For therapeutic purposes, CTX001 is being developed as a 177-Lu-DOTA-labeled ImmunoRadiotherapy agent, with an initial focus on metastatic colorectal cancer, where targeting the PDGFRB-rich tumor stroma may offer new opportunities for microenvironment-directed treatment.

BOT5035 (Thorascan)

BOT5035 (Thorascan®) was a first-generation diagnostic imaging agent based on a dimeric bicyclic peptide targeting the PDGF-β receptor. In its original format, BOT5035 was conjugated to a NOTA chelator for Gallium-68 PET imaging, with a fluorine-18 version also under development. The compound was evaluated for disease monitoring in cardiac fibrosis (including HFpEF and atrial fibrillation), pulmonary fibrosis (ILD and IPF), and liver fibrosis.

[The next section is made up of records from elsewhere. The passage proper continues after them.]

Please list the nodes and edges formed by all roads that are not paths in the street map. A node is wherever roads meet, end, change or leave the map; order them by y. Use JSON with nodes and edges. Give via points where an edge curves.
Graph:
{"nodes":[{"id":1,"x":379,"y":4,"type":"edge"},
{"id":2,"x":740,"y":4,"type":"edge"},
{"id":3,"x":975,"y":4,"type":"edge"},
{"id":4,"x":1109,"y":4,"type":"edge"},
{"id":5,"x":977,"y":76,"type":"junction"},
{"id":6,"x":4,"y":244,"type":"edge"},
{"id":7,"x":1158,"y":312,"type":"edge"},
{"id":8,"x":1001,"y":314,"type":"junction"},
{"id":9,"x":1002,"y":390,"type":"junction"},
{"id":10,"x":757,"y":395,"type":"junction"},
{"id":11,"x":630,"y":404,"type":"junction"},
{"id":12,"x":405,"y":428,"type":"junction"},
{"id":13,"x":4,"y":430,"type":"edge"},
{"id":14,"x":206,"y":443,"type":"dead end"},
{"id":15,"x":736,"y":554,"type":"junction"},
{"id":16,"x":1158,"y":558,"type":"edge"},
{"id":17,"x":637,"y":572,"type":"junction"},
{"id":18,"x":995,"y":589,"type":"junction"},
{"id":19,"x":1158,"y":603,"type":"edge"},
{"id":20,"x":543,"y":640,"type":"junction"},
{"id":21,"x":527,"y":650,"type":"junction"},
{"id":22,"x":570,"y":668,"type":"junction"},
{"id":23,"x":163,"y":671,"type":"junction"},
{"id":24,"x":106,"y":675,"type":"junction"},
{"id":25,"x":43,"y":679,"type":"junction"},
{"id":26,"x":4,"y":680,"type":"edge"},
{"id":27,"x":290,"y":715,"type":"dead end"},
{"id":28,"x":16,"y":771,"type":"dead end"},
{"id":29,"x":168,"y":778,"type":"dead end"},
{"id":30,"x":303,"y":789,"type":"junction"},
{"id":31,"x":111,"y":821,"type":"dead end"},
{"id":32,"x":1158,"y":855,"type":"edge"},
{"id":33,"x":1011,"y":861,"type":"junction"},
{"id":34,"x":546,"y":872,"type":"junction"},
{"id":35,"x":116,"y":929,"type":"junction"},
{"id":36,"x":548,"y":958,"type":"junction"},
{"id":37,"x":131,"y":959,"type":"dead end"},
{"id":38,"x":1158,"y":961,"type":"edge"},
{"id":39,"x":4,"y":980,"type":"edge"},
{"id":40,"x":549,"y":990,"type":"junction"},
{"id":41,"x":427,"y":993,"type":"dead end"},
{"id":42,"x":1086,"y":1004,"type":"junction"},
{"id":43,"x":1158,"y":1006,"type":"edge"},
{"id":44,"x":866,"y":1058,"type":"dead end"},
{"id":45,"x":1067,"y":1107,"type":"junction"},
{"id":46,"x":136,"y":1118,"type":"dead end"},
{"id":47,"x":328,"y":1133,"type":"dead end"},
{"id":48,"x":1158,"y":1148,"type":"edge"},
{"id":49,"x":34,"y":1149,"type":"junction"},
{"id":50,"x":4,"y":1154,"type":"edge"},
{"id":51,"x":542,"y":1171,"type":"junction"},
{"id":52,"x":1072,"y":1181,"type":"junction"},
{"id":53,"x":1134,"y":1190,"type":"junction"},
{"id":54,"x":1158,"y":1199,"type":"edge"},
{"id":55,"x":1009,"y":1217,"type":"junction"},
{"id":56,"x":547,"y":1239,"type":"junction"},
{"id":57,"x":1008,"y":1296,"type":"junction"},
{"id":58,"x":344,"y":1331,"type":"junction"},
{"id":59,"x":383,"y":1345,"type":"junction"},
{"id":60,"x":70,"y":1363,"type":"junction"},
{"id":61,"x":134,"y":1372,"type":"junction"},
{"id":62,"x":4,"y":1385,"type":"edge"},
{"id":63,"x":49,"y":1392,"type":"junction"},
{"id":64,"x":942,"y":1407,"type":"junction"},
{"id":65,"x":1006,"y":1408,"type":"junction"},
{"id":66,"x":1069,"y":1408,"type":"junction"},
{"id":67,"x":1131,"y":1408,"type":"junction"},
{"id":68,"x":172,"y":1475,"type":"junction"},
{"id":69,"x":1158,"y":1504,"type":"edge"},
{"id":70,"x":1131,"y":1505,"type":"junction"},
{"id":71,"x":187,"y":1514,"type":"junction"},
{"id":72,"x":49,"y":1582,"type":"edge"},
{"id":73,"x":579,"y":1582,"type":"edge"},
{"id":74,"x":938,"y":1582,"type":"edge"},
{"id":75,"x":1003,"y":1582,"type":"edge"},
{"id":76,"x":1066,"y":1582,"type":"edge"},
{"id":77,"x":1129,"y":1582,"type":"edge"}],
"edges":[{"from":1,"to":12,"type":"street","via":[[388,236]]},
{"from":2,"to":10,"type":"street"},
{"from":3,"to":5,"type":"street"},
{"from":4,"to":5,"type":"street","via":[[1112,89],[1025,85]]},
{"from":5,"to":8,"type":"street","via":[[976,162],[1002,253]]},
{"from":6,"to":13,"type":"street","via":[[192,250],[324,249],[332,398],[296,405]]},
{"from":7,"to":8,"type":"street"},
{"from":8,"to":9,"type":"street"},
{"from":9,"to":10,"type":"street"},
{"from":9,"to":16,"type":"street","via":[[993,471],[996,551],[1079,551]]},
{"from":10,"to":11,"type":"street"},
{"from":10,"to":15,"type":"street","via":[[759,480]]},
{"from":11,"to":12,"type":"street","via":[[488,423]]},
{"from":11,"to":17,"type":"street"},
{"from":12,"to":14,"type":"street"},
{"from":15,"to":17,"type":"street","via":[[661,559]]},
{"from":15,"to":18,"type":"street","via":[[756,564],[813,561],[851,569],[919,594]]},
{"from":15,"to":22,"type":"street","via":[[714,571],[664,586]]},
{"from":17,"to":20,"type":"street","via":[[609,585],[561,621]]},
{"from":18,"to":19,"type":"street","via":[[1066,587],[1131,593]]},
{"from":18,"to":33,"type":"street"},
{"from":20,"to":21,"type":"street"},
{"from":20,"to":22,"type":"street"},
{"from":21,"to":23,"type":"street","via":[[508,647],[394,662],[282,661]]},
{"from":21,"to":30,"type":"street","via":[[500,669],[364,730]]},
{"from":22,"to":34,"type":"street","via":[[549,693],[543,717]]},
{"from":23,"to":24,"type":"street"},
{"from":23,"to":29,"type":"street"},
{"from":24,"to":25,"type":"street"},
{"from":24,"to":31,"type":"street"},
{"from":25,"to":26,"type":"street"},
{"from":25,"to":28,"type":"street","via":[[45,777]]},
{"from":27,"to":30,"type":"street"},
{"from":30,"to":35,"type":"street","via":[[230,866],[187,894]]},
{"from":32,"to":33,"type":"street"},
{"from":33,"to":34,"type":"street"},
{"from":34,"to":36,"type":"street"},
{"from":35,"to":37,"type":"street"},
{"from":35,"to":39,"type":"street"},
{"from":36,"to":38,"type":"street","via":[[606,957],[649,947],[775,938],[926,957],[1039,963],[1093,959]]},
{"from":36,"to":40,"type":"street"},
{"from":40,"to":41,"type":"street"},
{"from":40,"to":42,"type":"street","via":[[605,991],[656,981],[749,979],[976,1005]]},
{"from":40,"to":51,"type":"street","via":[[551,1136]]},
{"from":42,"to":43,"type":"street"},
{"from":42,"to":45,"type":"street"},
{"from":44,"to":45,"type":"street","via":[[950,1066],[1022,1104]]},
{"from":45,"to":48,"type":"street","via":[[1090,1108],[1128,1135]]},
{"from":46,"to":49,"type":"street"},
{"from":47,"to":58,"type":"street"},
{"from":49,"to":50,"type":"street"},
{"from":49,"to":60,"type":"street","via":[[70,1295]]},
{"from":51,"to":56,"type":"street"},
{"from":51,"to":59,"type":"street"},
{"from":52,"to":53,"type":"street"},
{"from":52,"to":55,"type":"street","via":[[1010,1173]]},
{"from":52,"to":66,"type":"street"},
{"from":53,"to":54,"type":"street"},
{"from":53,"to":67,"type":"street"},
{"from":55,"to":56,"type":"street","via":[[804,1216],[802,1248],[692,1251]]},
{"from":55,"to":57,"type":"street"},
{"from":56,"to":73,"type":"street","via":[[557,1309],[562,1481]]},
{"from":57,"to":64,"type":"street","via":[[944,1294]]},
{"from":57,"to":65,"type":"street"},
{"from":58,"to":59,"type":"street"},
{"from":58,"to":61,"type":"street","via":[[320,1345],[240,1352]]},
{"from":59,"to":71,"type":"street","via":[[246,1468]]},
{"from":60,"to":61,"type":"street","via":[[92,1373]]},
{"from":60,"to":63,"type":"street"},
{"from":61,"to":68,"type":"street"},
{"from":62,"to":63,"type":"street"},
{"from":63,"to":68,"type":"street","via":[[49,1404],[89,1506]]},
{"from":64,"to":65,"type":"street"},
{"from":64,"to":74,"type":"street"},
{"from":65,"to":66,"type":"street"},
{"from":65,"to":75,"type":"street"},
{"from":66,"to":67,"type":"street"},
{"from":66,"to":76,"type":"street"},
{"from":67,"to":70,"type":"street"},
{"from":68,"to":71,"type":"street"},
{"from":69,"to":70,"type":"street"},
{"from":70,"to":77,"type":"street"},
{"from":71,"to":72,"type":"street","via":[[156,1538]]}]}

The BOT5035 program was acquired from BiOrion Technologies and progressed through multiple clinical PET imaging studies. While the compound showed promising biological targeting, its peptide-based architecture ultimately limited its further development potential.

Importantly, BOT5035 served as a blueprint for the design of next-generation nanobody-based tracers, influencing the development of VHH constructs like CTX001 and CTX004. Given the superior pharmacological properties and modularity of nanobodies, Cortalix has discontinued BOT5035 in favor of advancing its nanobody platform for both diagnostic and therapeutic applications.

Other Candidates

In addition to CTX001, we are advancing a series of next-generation diagnostic imaging and radiotherapy candidates developed through our nanobody discovery platform, targeting PDGFRA, IGF-2R, EGFR, FAP, and additional undisclosed markers. These constructs increasingly leverage our expertise in bispecific and trispecific nanobody formats, designed to enhance targeting precision, signal clarity, and in vivo stability.

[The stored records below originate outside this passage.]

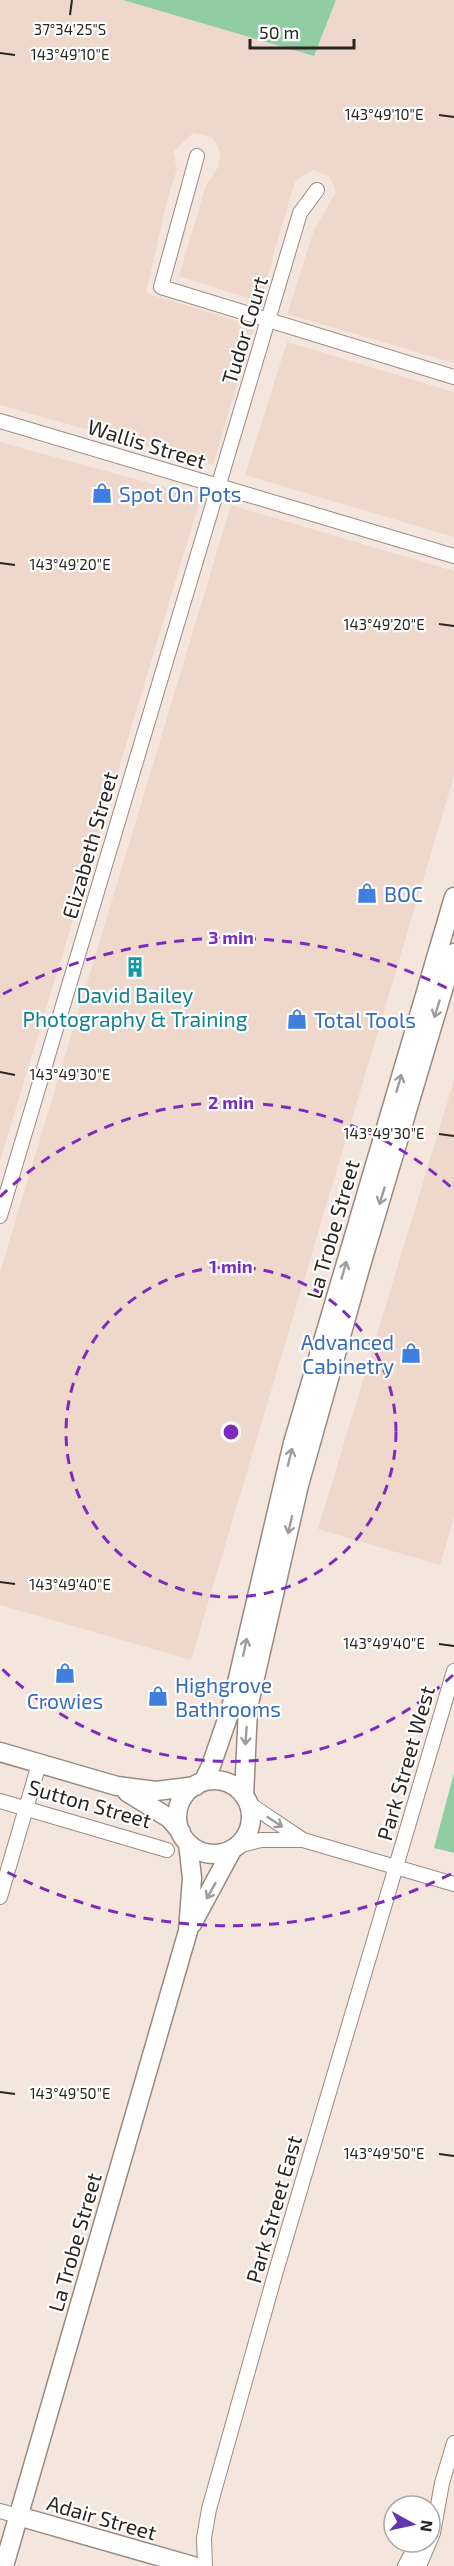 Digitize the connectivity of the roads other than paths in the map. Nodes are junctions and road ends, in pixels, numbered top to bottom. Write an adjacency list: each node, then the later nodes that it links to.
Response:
1 (197, 156): 3 (street)
2 (317, 190): 3 (street, Tudor Court)
3 (269, 321): 4 (street); 6 (street, Tudor Court)
4 (454, 377)
5 (0, 421): 6 (street, Wallis Street)
6 (219, 486): 7 (street, Wallis Street); 10 (street, Elizabeth Street)
7 (454, 556)
8 (454, 897): 14 (main road, La Trobe Street, one-way to 8)
9 (454, 953): 16 (main road, La Trobe Street, one-way to 16)
10 (0, 1216)
11 (454, 1671): 23 (street, Park Street West)
12 (0, 1752): 13 (main road, Sutton Street)
13 (39, 1764): 15 (main road, Sutton Street); 18 (street)
14 (199, 1784): 15 (main road, Sutton Street); 16 (main road); 19 (main road)
15 (117, 1786): 19 (main road, Sutton Street)
16 (246, 1799): 20 (street, one-way to 20); 21 (main road)
17 (0, 1800): 18 (street, Sutton Street)
18 (26, 1808): 22 (street, Sutton Street); 25 (street)
19 (184, 1838): 21 (main road); 26 (main road, La Trobe Street)
20 (303, 1840): 21 (street); 23 (street)
21 (235, 1848): 26 (main road, La Trobe Street, one-way to 26)
22 (167, 1850)
23 (397, 1867): 24 (street); 32 (street, Park Street East)
24 (454, 1884)
25 (0, 1897)
26 (188, 1931): 30 (main road, La Trobe Street)
27 (454, 2443): 28 (street)
28 (442, 2483): 29 (street); 33 (street)
29 (437, 2494)
30 (9, 2514): 31 (main road, La Trobe Street); 32 (main road, Adair Street)
31 (4, 2566)
32 (194, 2566)
33 (419, 2566)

Our upcoming candidate CTX004, for example, is more than a PDGFRA-targeting agent. While PDGFRA remains a central component, particularly relevant for identifying patients with PDGFRA-positive pancreatic ductal adenocarcinoma (PDAC), this construct integrates a second, undisclosed nanobody specificity, tailored to strengthen both diagnostic value and clinical selectivity.

Other tracers in our pipeline follow similar principles, combining multi-target recognition with flexible labeling strategies, and will be aligned with our broader focus in fibrosis and cancer.